By Jordan Messler, MD, SFHM, FACP, Chief Medical Officer, Glytec
LinkedIn: Jordan Messler, MD, SFHM, FACP
X: @Glytec
Health systems never stop looking for opportunities to improve patient safety. Yet, seizing these opportunities is not always easy. Despite decades of research linking patient safety measures to improved financial and clinical outcomes, hospitals often struggle to streamline inefficient workflows at the root of many harmful patient safety events.
Efforts have been made to develop and implement process improvement projects that lead to better patient outcomes, but substantial barriers — from the inherent complexity of healthcare, to a culture that’s deliberately slow and cautious about adopting new things – makes long-term and lasting change extremely difficult. With 70% of process improvement projects across industries failing, hospitals need to pursue solutions that can more readily deliver the change health systems seek.
One way to successfully complete process improvement projects is to supplement the initiatives with decision support technology. Enhancing improvement projects with technology can in turn help hospitals make advancements in patient safety. Here are a few prescriptive steps health systems can take to ensure that clinical decision support technology enables them to advance the change they seek.
Using Real-Time Data to Enhance Patient Care in the Moment
Data is the cornerstone of decision-making in the hospital, and the democratization of data is especially critical for clinical decision support technology. According to the World Health Organization (WHO), more than 50% of patient harm is preventable, reinforcing the industry’s understanding that accurate data is the key to driving patient safety reforms.
Between staff handovers, fast-evolving medical situations, and complex patient needs, real-time data can help clinicians promptly make patient decisions. Without immediate access to accurate data, clinical decision support software cannot complete the job it was designed to do.
Hospitals need to ensure they have robust processes in place to manage the steady collection of data, as well as methods for disseminating that data to different areas of a hospital that will find it useful. In addition to real-time data access that improves patient outcomes in the moment, retrospective reports will also enable health systems to measure the impact of initiatives and determine what is working at a particular facility.
Leveraging Retrospective Reports to Determine Success
Once a hospital has the right data in place to sustain its clinical decision support technology, it must ensure the insights gathered from that data are being used and presented in meaningful ways. The industry has struggled with this since the advent of electronic health records and the passage of the HITECH Act in 2009. For example according to HIMSS analysis, with most health systems using more than 10 EHRs, multiple or incomplete patient records are common. This creates data silos and leaves critical patient information inaccessible to the full care team.
To address these problems, health systems need a thoughtful approach about presenting critical patient data in the right places, to the right people, at the right time. One way to do this is by enabling retrospective reports to better understand how different staff use the technology, and where, when, and how to present data that supports specific process improvement goals. For example, presenting data that provides real-time clinical decision support for insulin dosing in a way that works best with nursing and physician workflows would have a positive impact towards achieving the goals of a process improvement project built around glycemic management. Another strategy to consider is aggregating the most useful data into simplified patient dashboards to ensure clinicians have access to the actionable insights they need to drive change and outcomes that celebrate wins and opportunities to improve.
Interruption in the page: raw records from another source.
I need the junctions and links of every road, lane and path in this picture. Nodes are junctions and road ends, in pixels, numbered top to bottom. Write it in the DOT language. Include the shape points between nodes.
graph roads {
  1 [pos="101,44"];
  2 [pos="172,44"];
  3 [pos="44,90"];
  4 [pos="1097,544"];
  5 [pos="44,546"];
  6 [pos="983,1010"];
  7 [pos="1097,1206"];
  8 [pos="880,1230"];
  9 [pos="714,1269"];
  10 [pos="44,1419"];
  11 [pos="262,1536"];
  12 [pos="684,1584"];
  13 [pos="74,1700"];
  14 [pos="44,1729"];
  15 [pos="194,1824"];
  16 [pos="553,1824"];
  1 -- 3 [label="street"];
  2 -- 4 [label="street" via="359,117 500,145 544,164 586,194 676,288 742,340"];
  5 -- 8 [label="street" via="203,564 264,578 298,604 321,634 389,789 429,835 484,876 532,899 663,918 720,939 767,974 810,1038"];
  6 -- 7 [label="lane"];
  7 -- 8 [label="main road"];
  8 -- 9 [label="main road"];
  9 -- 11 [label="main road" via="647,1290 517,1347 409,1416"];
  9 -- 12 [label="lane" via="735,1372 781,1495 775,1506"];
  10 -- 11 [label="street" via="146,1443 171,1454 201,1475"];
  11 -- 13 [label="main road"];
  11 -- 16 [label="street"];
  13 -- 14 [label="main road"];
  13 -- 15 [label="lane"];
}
The Role of Formal Reporting Measures
The work cannot be done solely at the hospital level. Comprehensive federal reporting measures will encourage the promotion of patient safety initiatives and improvements in care. One area where there is room for improvement is the management of blood glucose data. Keeping patients’ blood glucose in the desired range is critical for patient safety and can have measurable impacts on length of stay, readmissions and overall outcomes. Despite this fact, nearly 60% of hospitals do not have automated methods to collect and analyze blood glucose data. Hospitals can’t improve what they can’t measure. This is precisely why the Centers for Medicare and Medicaid Services (CMS) is implementing new measures for hospitals to report rates of severe hyperglycemia and preventable hypoglycemia. The key to improving patient safety and outcomes is to expose this data and be more transparent.
Long-term transformation of processes can be resource-intensive – and that’s why they often fail. But healthcare IT leaders are in a position to make sure the broader goals of their hospital or health system are met by using technology to guide them. Using data and clinical decision support technology in the right way can be the most powerful tool hospitals have for driving lasting change that matters.